エリヤの例が聖書に記されていることは、多くの牧師たちや働き人のために貴重なアドバイスを提供しているように思います。大きな信仰の戦いのあと、ふと我に返ると、自分だけが残されているという空しさです。しかし、実際には、エリヤの場合も、7千人の信仰者たちが残されていたのです(19章18節)。そのことを知っていたらなんと心強かったことでしょう。しかし、それは現実には目には見えなかったのです。エリヤは、バアルの預言者たちとの戦いには勝ちましたが、イスラエルの現状を見る時、偶像礼拝の強大な力と無力感によって打ちのめされて、恐れが入ってきました(3節)。恐れが入ってしまうと、自分のいのちを救おうという思いが入り込み、ついに、ひとりで荒野に逃亡することを決めました。しかも、「もう、充分です。私のいのちを取ってください」と自分の死を願うまでになりました。主の働き人が、全身全霊で主の働きをするときに、このような事態が起こる事も現実です。主の働き人が、そのような状態に陥るとき、他の信仰者と称する人たちが、それを非難することがあります。しかし、エリヤのような主の働き人でさえも、自分の死を願うことがあるのです。バーンアウトすることがあるのです。私たちには、主の働き人を支え、祈る働きが委ねられています。

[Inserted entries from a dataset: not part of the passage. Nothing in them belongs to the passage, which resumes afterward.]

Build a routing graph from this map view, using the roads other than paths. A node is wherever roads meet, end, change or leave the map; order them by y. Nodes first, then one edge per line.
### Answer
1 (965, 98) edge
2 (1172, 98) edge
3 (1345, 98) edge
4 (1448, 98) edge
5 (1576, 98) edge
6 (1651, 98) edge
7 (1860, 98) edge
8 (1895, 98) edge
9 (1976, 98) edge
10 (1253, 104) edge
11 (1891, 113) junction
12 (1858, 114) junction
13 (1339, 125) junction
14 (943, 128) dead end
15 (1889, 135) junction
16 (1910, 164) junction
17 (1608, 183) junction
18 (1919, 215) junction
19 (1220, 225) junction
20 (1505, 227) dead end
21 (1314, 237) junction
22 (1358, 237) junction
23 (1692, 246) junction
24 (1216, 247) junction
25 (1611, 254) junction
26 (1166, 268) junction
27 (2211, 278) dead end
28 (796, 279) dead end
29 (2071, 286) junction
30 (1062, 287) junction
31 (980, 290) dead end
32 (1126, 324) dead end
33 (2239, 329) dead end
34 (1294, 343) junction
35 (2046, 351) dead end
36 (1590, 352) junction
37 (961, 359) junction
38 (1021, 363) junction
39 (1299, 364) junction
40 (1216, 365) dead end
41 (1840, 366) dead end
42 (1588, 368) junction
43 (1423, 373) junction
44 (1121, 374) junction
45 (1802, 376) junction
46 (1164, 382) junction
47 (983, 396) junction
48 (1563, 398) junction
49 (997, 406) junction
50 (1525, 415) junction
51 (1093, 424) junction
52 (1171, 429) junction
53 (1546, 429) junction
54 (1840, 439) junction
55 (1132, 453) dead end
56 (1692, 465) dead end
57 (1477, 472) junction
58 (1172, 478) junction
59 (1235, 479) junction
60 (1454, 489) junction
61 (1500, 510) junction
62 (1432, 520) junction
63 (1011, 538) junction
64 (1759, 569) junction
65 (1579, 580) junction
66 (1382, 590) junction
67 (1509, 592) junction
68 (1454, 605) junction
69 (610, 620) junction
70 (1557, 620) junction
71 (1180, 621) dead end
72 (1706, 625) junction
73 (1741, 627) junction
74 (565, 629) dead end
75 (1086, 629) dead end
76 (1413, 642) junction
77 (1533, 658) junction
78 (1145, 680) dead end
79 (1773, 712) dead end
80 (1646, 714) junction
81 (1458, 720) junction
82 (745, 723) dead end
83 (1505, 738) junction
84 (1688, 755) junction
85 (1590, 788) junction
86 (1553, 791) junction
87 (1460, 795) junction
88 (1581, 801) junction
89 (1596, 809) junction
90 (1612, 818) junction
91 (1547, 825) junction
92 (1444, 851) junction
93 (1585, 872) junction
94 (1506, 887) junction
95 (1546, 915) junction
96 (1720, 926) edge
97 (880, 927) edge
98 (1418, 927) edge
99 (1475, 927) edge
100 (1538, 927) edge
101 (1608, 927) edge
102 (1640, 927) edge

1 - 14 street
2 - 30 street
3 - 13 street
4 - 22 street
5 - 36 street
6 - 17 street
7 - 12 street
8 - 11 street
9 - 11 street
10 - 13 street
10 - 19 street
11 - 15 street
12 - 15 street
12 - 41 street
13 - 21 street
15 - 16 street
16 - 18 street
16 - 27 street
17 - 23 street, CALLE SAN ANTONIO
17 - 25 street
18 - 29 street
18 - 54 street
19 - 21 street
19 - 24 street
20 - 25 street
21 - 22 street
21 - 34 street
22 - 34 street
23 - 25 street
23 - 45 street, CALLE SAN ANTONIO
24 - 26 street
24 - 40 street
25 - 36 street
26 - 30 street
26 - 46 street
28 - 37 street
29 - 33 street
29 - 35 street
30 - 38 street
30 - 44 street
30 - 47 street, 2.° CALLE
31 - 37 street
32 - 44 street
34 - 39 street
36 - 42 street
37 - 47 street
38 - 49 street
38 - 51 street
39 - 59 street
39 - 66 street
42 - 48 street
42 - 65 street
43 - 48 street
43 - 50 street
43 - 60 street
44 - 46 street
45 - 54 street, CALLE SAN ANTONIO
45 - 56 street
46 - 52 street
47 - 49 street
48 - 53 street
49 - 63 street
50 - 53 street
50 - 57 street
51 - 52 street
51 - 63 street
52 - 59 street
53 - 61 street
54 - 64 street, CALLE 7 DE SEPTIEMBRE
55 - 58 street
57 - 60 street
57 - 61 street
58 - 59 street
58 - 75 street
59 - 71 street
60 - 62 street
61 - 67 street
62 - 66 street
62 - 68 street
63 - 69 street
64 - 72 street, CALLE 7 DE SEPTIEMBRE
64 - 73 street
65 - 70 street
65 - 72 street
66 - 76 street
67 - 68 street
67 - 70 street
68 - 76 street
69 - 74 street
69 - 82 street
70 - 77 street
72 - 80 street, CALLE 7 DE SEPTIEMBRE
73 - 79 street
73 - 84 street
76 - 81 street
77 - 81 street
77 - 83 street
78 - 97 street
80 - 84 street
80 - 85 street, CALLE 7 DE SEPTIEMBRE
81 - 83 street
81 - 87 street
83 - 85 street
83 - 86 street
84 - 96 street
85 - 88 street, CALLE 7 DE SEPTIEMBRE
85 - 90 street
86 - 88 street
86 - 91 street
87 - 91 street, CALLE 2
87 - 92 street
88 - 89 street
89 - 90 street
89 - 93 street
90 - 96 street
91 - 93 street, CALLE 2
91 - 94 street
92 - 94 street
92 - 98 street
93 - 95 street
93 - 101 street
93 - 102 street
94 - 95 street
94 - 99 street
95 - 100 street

主は恵み深いお方です。主はエリヤをフォローされました。エリヤがひとりで考え、ひとりで休み、煩わしさから逃れることを許されました。そして、知らず知らずの間に、主とのまじわりのなかへと導いて下さいました。パン菓子や水を供給して下さり、眠らせて下さり、神の山へと導かれたのです。そして、洞穴でひとり休むエリヤに対して、主は静かに語りかけられました。『エリヤよ。ここで何をしているのか』。エリヤは自分がどれほど主のために熱心に働いたか、しかし、そこで刈り取ったものは、イスラエルの人たちの反逆であり、たったひとりだけが残ってしまったことの空しさを訴えました。そこで、主は、外に出て、主の前に立て、と言われました。大風、地震、火が通り過ぎましたが、そこには主はおられず、そのあと、かすかな細い声がしました。それが主の御声でした。主はもう一度、エリヤに語られました。「エリヤよ。ここで何をしているのか」、エリヤは、前回と同じ答えをしました。しかし、今回は、エリヤの心の中はすでに整えられたようです。主の新しい召命を受ける準備が出来たようです。それで、主は、エリヤに対して、新しい召命を与えられました。それは王を任命し、エリヤの後継者としてエリシャを預言者として任命するという任務でした。さらに、主はご自分の計画をエリヤにお示しになりました。その中で、イスラエルの中にはバアルの偶像に膝をかがめない主のしもべが7千人も隠されて残されていることが示されました。預言者エリヤの働きは無に帰したのではなく、目には見えませんでしたが、イスラエルの中に7千人の実を結んでいたのです。エリヤは立ち上がり、新しい召命に従い、早速、行動を開始してエリシャを訪れて見つけ出し、預言者の職務を象徴する自分の外套をエリシャに掛けてあげました。